**ASSIGNMENT:** Give, as a bare number, the count of lines below that contain "main".

== EXCERPTED DATA ==

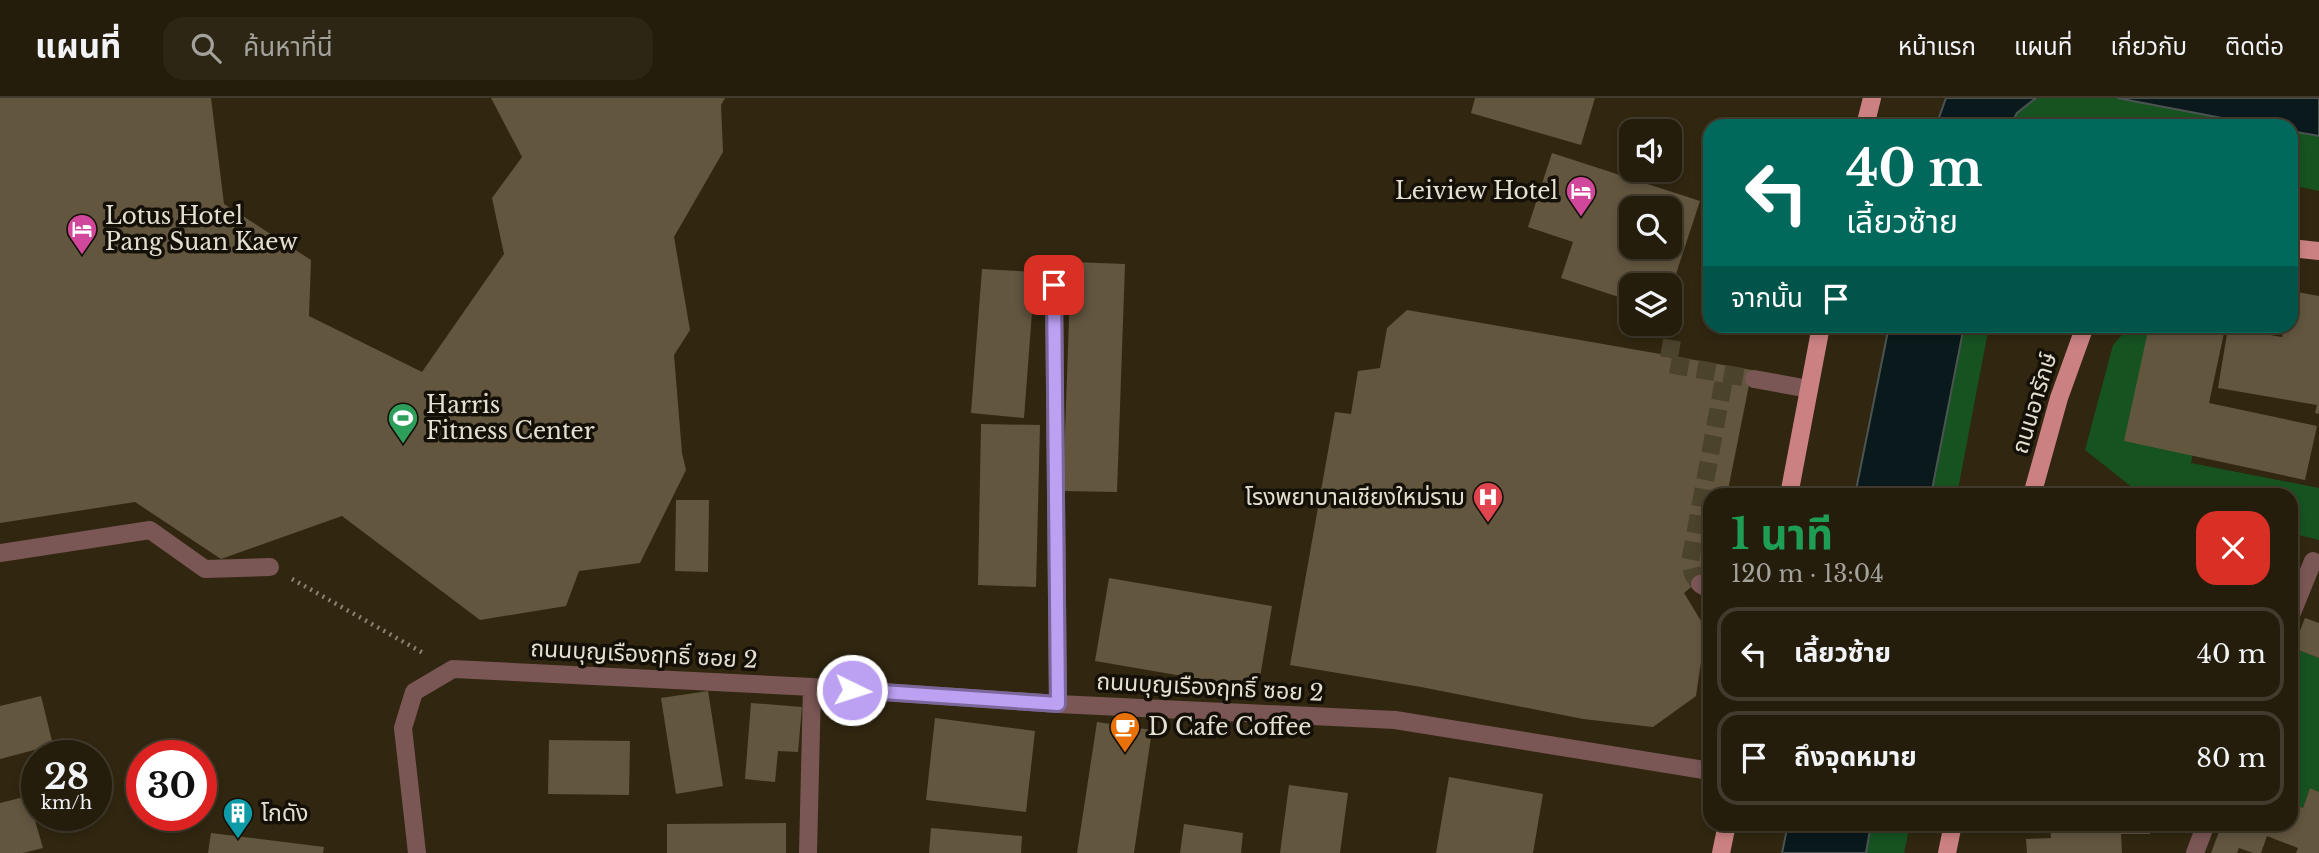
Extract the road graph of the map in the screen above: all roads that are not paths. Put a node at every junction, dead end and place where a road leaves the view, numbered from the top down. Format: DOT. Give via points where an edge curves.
graph roads {
  1 [pos="1872,98"];
  2 [pos="1867,119"];
  3 [pos="2298,249"];
  4 [pos="2319,251"];
  5 [pos="1054,285"];
  6 [pos="1820,333"];
  7 [pos="2082,333"];
  8 [pos="1754,379"];
  9 [pos="1809,389"];
  10 [pos="1790,488"];
  11 [pos="2034,488"];
  12 [pos="0,553"];
  13 [pos="2313,561"];
  14 [pos="270,567"];
  15 [pos="2298,598"];
  16 [pos="813,687"];
  17 [pos="1058,704"];
  18 [pos="1703,770"];
  19 [pos="1726,831"];
  20 [pos="1952,831"];
  21 [pos="2203,831"];
  22 [pos="417,853"];
  23 [pos="808,853"];
  24 [pos="1721,853"];
  25 [pos="1947,853"];
  26 [pos="2194,853"];
  1 -- 2 [label="main road"];
  3 -- 4 [label="main road"];
  5 -- 17 [label="street"];
  6 -- 9 [label="main road"];
  7 -- 11 [label="main road, ถนนอารักษ์"];
  8 -- 9 [label="street"];
  9 -- 10 [label="main road"];
  12 -- 14 [label="street" via="150,530 205,569"];
  13 -- 15 [label="street"];
  16 -- 17 [label="street, ถนนบุญเรืองฤทธิ์ ซอย 2"];
  16 -- 22 [label="street, ถนนบุญเรืองฤทธิ์ ซอย 2" via="453,669 414,692 403,728"];
  16 -- 23 [label="street"];
  17 -- 18 [label="street, ถนนบุญเรืองฤทธิ์ ซอย 2" via="1395,720"];
  19 -- 24 [label="main road"];
  20 -- 25 [label="main road"];
  21 -- 26 [label="street"];
}
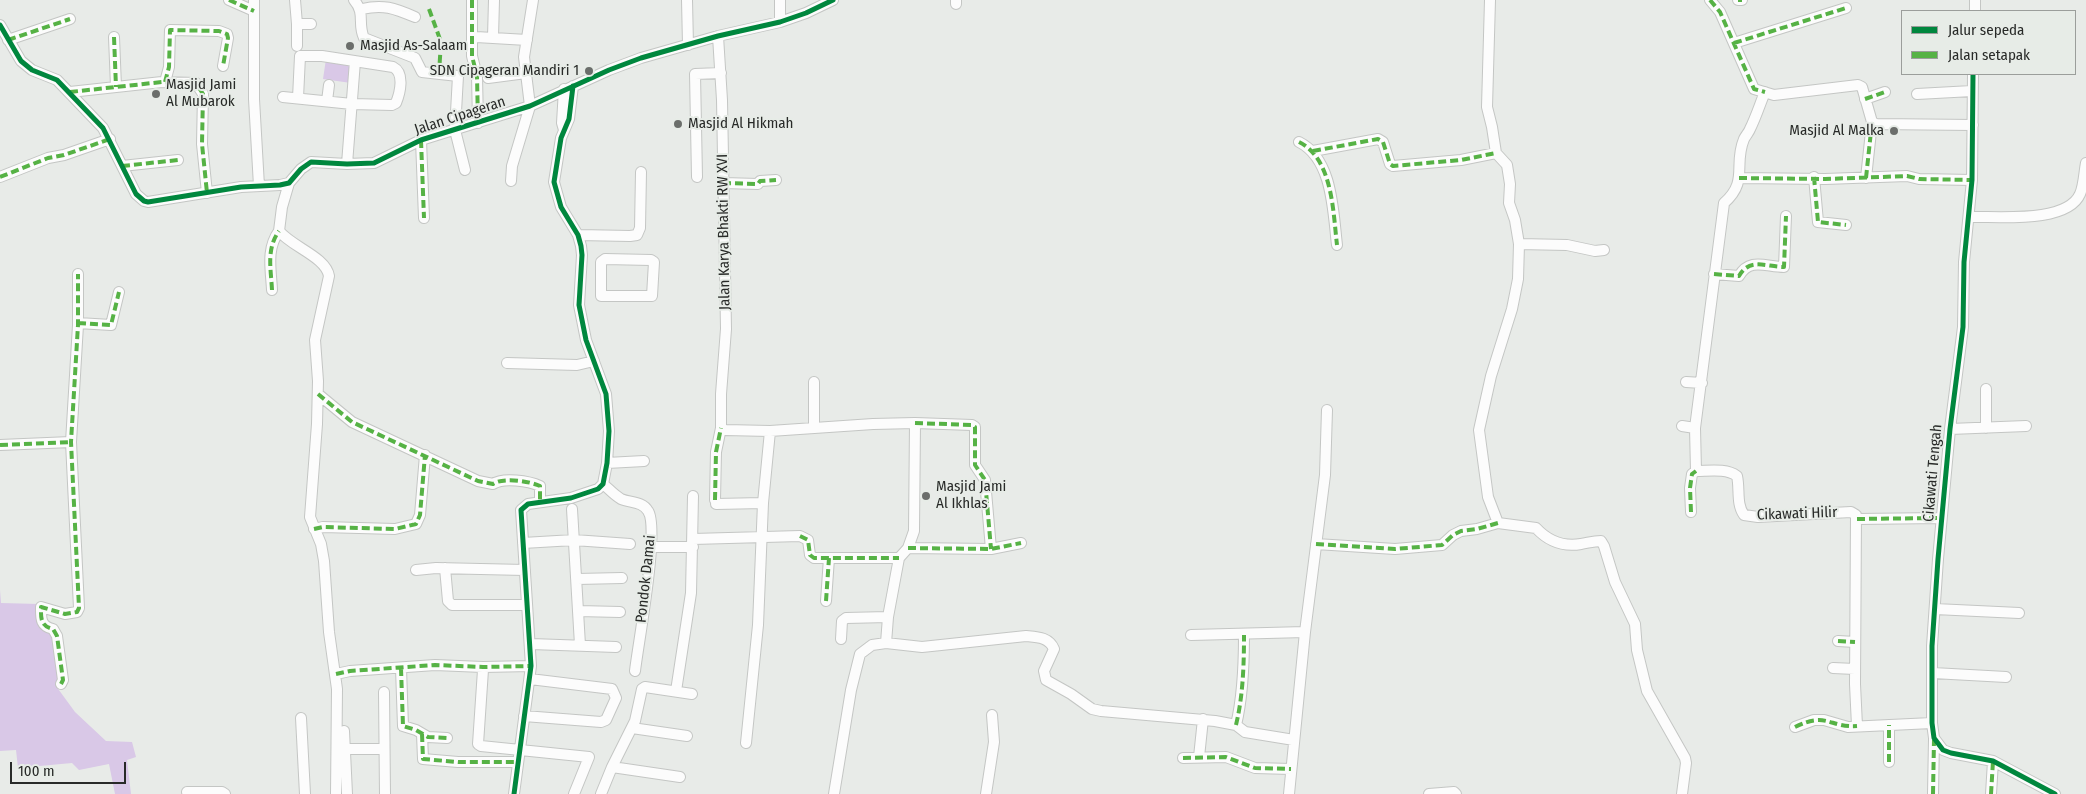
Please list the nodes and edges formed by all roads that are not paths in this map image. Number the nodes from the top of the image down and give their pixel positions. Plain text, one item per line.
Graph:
1 (228, 0) edge
2 (354, 0) edge
3 (472, 0) edge
4 (494, 0) edge
5 (533, 0) edge
6 (687, 0) edge
7 (780, 0) edge
8 (833, 0) edge
9 (1490, 0) edge
10 (1738, 0) edge
11 (1742, 0) edge
12 (297, 1) edge
13 (1712, 1) edge
14 (381, 3) edge
15 (254, 5) edge
16 (362, 8) junction
17 (1846, 8) dead end
18 (415, 17) dead end
19 (70, 19) dead end
20 (780, 22) junction
21 (298, 24) junction
22 (311, 24) dead end
23 (0, 25) edge
24 (718, 36) junction
25 (114, 37) dead end
26 (476, 37) dead end
27 (493, 37) junction
28 (8, 40) junction
29 (527, 40) junction
30 (1734, 43) junction
31 (688, 45) junction
32 (298, 50) junction
33 (355, 61) junction
34 (222, 66) dead end
35 (526, 73) junction
36 (721, 73) junction
37 (1972, 75) edge
38 (488, 78) dead end
39 (165, 82) junction
40 (329, 85) dead end
41 (116, 87) junction
42 (568, 87) junction
43 (1972, 91) junction
44 (70, 92) junction
45 (1765, 92) junction
46 (1886, 92) dead end
47 (1917, 94) dead end
48 (284, 98) dead end
49 (298, 98) junction
50 (1865, 99) junction
51 (327, 102) junction
52 (352, 104) junction
53 (530, 106) junction
54 (1872, 122) junction
55 (478, 123) junction
56 (1973, 125) junction
57 (455, 130) junction
58 (110, 139) junction
59 (422, 140) junction
60 (1298, 142) dead end
61 (1313, 151) junction
62 (1496, 153) junction
63 (178, 160) dead end
64 (2086, 163) edge
65 (347, 164) junction
66 (122, 166) junction
67 (465, 170) dead end
68 (641, 172) dead end
69 (697, 176) dead end
70 (0, 177) edge
71 (1814, 177) junction
72 (1739, 178) junction
73 (1866, 178) junction
74 (776, 180) dead end
75 (1972, 180) junction
76 (512, 181) dead end
77 (289, 183) junction
78 (723, 183) junction
79 (259, 186) junction
80 (207, 193) junction
81 (1786, 216) dead end
82 (1969, 217) junction
83 (424, 218) dead end
84 (1846, 225) dead end
85 (278, 231) junction
86 (578, 235) junction
87 (1519, 244) junction
88 (1337, 245) dead end
89 (1604, 250) dead end
90 (582, 272) junction
91 (78, 274) dead end
92 (1714, 274) junction
93 (600, 275) junction
94 (272, 290) dead end
95 (119, 292) dead end
96 (78, 323) junction
97 (594, 361) junction
98 (507, 364) dead end
99 (814, 382) dead end
100 (1686, 382) dead end
101 (1702, 384) junction
102 (1986, 389) dead end
103 (318, 394) junction
104 (1326, 410) dead end
105 (914, 423) junction
106 (1682, 426) dead end
107 (2026, 426) dead end
108 (721, 428) junction
109 (814, 428) junction
110 (1695, 428) junction
111 (1986, 428) junction
112 (1950, 429) junction
113 (770, 432) junction
114 (70, 442) junction
115 (0, 446) edge
116 (425, 455) junction
117 (607, 462) junction
118 (644, 462) dead end
119 (1696, 471) junction
120 (603, 484) junction
121 (693, 496) dead end
122 (540, 502) junction
123 (763, 503) junction
124 (572, 509) dead end
125 (1691, 512) dead end
126 (1941, 518) junction
127 (1857, 519) junction
128 (1498, 524) junction
129 (314, 529) junction
130 (761, 539) junction
131 (574, 540) junction
132 (522, 543) junction
133 (693, 543) junction
134 (1021, 543) dead end
135 (630, 544) dead end
136 (1316, 544) junction
137 (651, 546) junction
138 (908, 548) junction
139 (991, 549) junction
140 (829, 558) junction
141 (899, 558) junction
142 (445, 568) junction
143 (416, 570) dead end
144 (524, 570) junction
145 (622, 578) dead end
146 (576, 579) junction
147 (826, 601) dead end
148 (527, 605) junction
149 (1935, 609) junction
150 (578, 612) junction
151 (620, 612) dead end
152 (2019, 612) dead end
153 (888, 617) junction
154 (1305, 632) junction
155 (1191, 635) dead end
156 (1244, 635) junction
157 (840, 639) dead end
158 (1838, 641) dead end
159 (1855, 642) junction
160 (886, 643) junction
161 (531, 644) junction
162 (580, 645) junction
163 (616, 647) dead end
164 (531, 666) junction
165 (401, 668) junction
166 (1833, 668) dead end
167 (1855, 669) junction
168 (483, 670) dead end
169 (635, 671) dead end
170 (1933, 673) junction
171 (336, 674) junction
172 (2006, 677) dead end
173 (530, 680) junction
174 (61, 684) dead end
175 (676, 691) junction
176 (384, 692) dead end
177 (692, 694) dead end
178 (344, 708) dead end
179 (992, 715) dead end
180 (524, 716) junction
181 (301, 718) dead end
182 (1203, 719) junction
183 (1932, 723) junction
184 (1236, 725) junction
185 (1889, 725) junction
186 (1857, 726) junction
187 (1795, 727) dead end
188 (632, 728) junction
189 (422, 734) junction
190 (687, 736) dead end
191 (447, 738) dead end
192 (1934, 738) junction
193 (1294, 740) junction
194 (746, 743) dead end
195 (341, 749) junction
196 (383, 749) junction
197 (519, 751) junction
198 (1199, 757) junction
199 (1183, 758) dead end
200 (1993, 761) junction
201 (518, 762) junction
202 (1889, 762) dead end
203 (612, 767) junction
204 (1291, 769) junction
205 (680, 778) dead end
206 (187, 792) dead end
207 (225, 794) edge
208 (305, 794) edge
209 (336, 794) edge
210 (347, 794) edge
211 (385, 794) edge
212 (514, 794) edge
213 (574, 794) edge
214 (601, 794) edge
215 (834, 794) edge
216 (986, 794) edge
217 (1289, 794) edge
218 (1429, 794) edge
219 (1443, 794) edge
220 (1456, 794) edge
221 (1682, 794) edge
222 (1932, 794) edge
223 (1991, 794) edge
224 (2055, 794) edge

1 - 15 street
2 - 16 street
3 - 55 street
4 - 27 street
5 - 29 street
6 - 31 street
7 - 20 street
8 - 20 street, Jalan Cipageran
9 - 62 street
10 - 11 street
12 - 21 street
13 - 30 street
14 - 16 street
14 - 18 street
15 - 79 street
16 - 57 street
17 - 30 street
19 - 28 street
20 - 24 street, Jalan Cipageran
21 - 22 street
21 - 32 street
23 - 28 street
24 - 31 street, Jalan Cipageran
24 - 36 street, Jalan Karya Bhakti RW XVI
25 - 41 street
26 - 27 street
27 - 29 street
28 - 44 street
29 - 35 street
30 - 45 street
31 - 42 street, Jalan Cipageran
32 - 33 street
32 - 49 street
33 - 52 street
33 - 52 street
34 - 39 street
35 - 38 street
35 - 53 street
36 - 69 street
36 - 78 street, Jalan Karya Bhakti RW XVI
37 - 43 street, Cikawati Tengah
39 - 41 street
39 - 80 street
40 - 51 street
41 - 44 street
42 - 53 street, Jalan Cipageran
42 - 86 street
43 - 47 street
43 - 56 street, Cikawati Tengah
44 - 58 street
45 - 50 street
45 - 72 street
46 - 50 street
48 - 49 street
49 - 51 street
50 - 54 street
51 - 52 street
52 - 65 street
53 - 55 street, Jalan Cipageran
53 - 76 street
54 - 56 street
54 - 73 street
55 - 57 street, Jalan Cipageran
56 - 75 street, Cikawati Tengah
57 - 59 street, Jalan Cipageran
57 - 67 street
58 - 66 street
58 - 70 street
59 - 65 street, Jalan Cipageran
59 - 83 street
60 - 61 street
61 - 62 street
61 - 88 street
62 - 87 street
63 - 66 street
64 - 82 street
65 - 77 street, Jalan Cipageran
66 - 80 street
68 - 86 street
71 - 72 street
71 - 73 street
71 - 84 street
72 - 92 street
73 - 75 street
74 - 78 street
75 - 82 street, Cikawati Tengah
77 - 79 street
77 - 85 street
78 - 108 street, Jalan Karya Bhakti RW XVI
79 - 80 street
81 - 92 street
82 - 112 street, Cikawati Tengah
85 - 94 street
85 - 103 street
86 - 90 street
87 - 89 street
87 - 128 street
90 - 93 street
90 - 97 street
91 - 96 street
92 - 101 street
93 - 93 street
95 - 96 street
96 - 114 street
97 - 98 street
97 - 117 street
99 - 109 street
100 - 101 street
101 - 110 street
102 - 111 street
103 - 116 street
103 - 129 street
104 - 136 street
105 - 109 street
105 - 138 street
105 - 139 street
106 - 110 street
107 - 111 street
108 - 113 street
108 - 123 street, Jalan Karya Bhakti RW XVI
109 - 113 street
110 - 119 street
111 - 112 street
112 - 126 street, Cikawati Tengah
113 - 123 street
114 - 115 street
114 - 174 street
116 - 122 street
116 - 129 street
117 - 118 street
117 - 120 street
119 - 125 street
119 - 127 street, Cikawati Hilir
120 - 122 street
120 - 137 street, Pondok Damai
121 - 133 street
122 - 132 street
123 - 130 street
124 - 131 street
126 - 127 street
126 - 149 street, Cikawati Tengah
127 - 159 street, Cikawati Hilir
128 - 136 street
128 - 221 street
129 - 171 street
130 - 133 street
130 - 140 street
130 - 194 street
131 - 132 street
131 - 135 street
131 - 146 street
132 - 144 street
133 - 137 street
133 - 175 street
134 - 139 street
136 - 154 street
137 - 169 street, Pondok Damai
138 - 139 street
138 - 141 street
140 - 141 street
140 - 147 street
141 - 153 street
142 - 143 street
142 - 144 street
142 - 148 street
144 - 148 street
145 - 146 street
146 - 150 street
148 - 161 street
149 - 152 street
149 - 170 street, Cikawati Tengah
150 - 151 street
150 - 162 street
153 - 157 street
153 - 160 street
154 - 156 street
154 - 193 street
155 - 156 street
156 - 184 street
158 - 159 street
159 - 167 street, Cikawati Hilir
160 - 182 street
160 - 215 street
161 - 162 street
161 - 164 street
162 - 163 street
164 - 165 street
164 - 173 street
165 - 171 street
165 - 189 street
166 - 167 street
167 - 186 street, Cikawati Hilir
168 - 197 street
170 - 172 street
170 - 183 street, Cikawati Tengah
171 - 195 street
173 - 180 street
173 - 180 street
175 - 177 street
175 - 188 street
176 - 196 street
178 - 195 street
179 - 216 street
180 - 197 street
181 - 208 street
182 - 184 street
182 - 198 street
183 - 185 street
183 - 192 street, Cikawati Tengah
184 - 193 street
185 - 186 street
185 - 202 street
186 - 187 street
188 - 190 street
188 - 203 street
189 - 191 street
189 - 201 street
192 - 200 street
192 - 222 street, Cikawati Tengah
193 - 204 street
195 - 196 street
195 - 209 street
195 - 210 street
196 - 211 street
197 - 201 street
197 - 213 street
198 - 199 street
198 - 204 street
200 - 223 street
200 - 224 street
201 - 212 street
203 - 205 street
203 - 214 street
204 - 217 street
206 - 207 street
218 - 219 street
219 - 220 street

===

**ANSWER BOX:** 7